Mevo’s tiny webcam camera, invented as a pure live streaming solution for those who didn't want to use their bulky cameras or battery-powered phones, it was reinvented as live streaming suddenly came of age.
(You missed the live concerts by Chris Martin, Neil Young, Yo Yo Ma or Coldplay by Coldplay Garth Brooks on Instagram, Facebook or YouTube?)
The Mevo Start is the latest model of the small camera. (Photo: Jefferson Graham)
The new $ 399 Mevo Start edition features a longer battery life than the original, improved audio and video resolution and a smaller body.
The webcams are sold out at Amazon and Best Buy and being sold at twice the list price on eBay, but Mevo Start will be in stores next week. It's like a webcam, as it offers a fixed focus image and connects to your computer's USB port. It's different, with the companion smartphone app, users can edit the image quickly, zooming in and out and giving the viewer a different look, like a TV director.
For those looking for live worship services, conferences and sporting events, Mevo is a viable alternative to a phone that sucks the battery or a bulky camera.
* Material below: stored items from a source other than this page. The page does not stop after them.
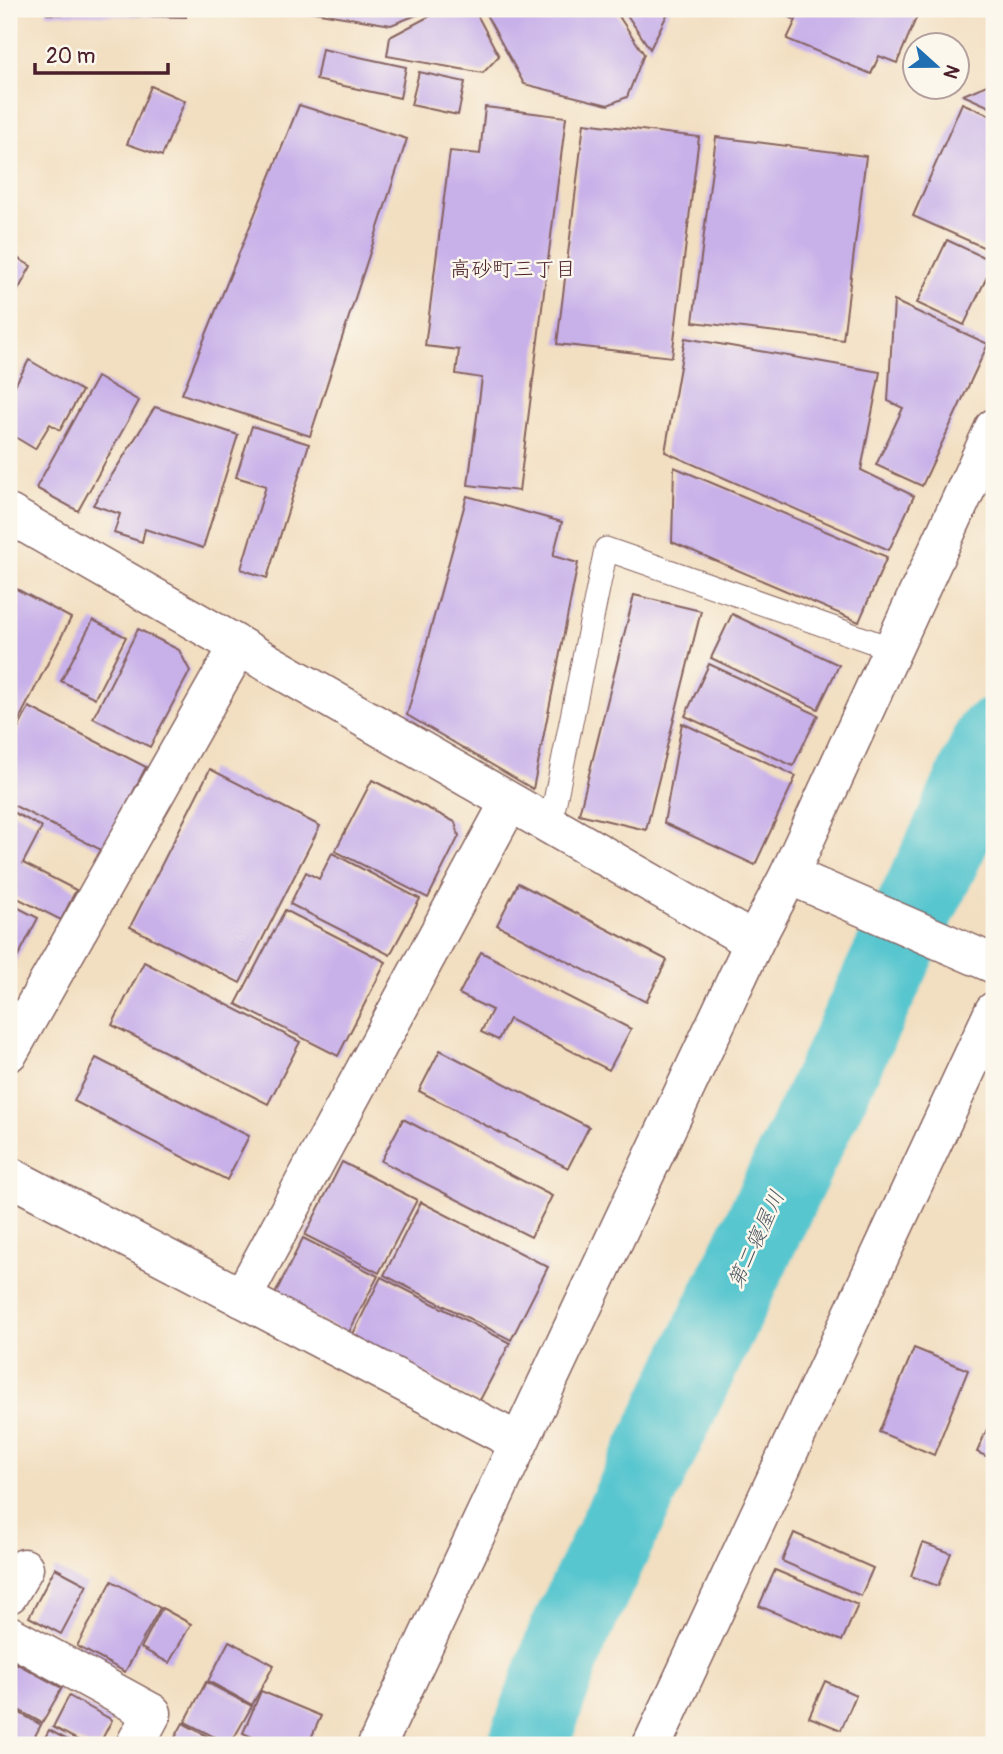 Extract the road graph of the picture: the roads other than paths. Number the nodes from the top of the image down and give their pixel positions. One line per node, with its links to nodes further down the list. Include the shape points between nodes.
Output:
1 (994, 428): 4 (street)
2 (9, 514): 3 (street)
3 (238, 648): 5 (street); 11 (street)
4 (893, 649): 6 (lane, via 607,549); 7 (street)
5 (509, 803): 6 (street); 13 (street)
6 (550, 826): 8 (street)
7 (789, 875): 8 (street); 9 (street)
8 (754, 942): 14 (street)
9 (994, 964)
10 (994, 1011): 18 (street)
11 (9, 1052)
12 (9, 1177): 13 (street)
13 (242, 1298): 14 (street)
14 (518, 1442): 17 (street)
15 (9, 1635): 16 (street, via 152,1713)
16 (135, 1745)
17 (377, 1745)
18 (652, 1745)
It is broadcast directly to the main platforms Facebook, YouTube, Twitch and Twitter, and LinkedIn will be available soon. (Mevo does not work with Instagram because Facebook did not open the platform to third parties.)
What it doesn't do is allow people to replace the low-resolution computer video camera with a high-resolution alternative to meetings on Zoom, Google Hangouts or Skype. In May, a software update will allow this.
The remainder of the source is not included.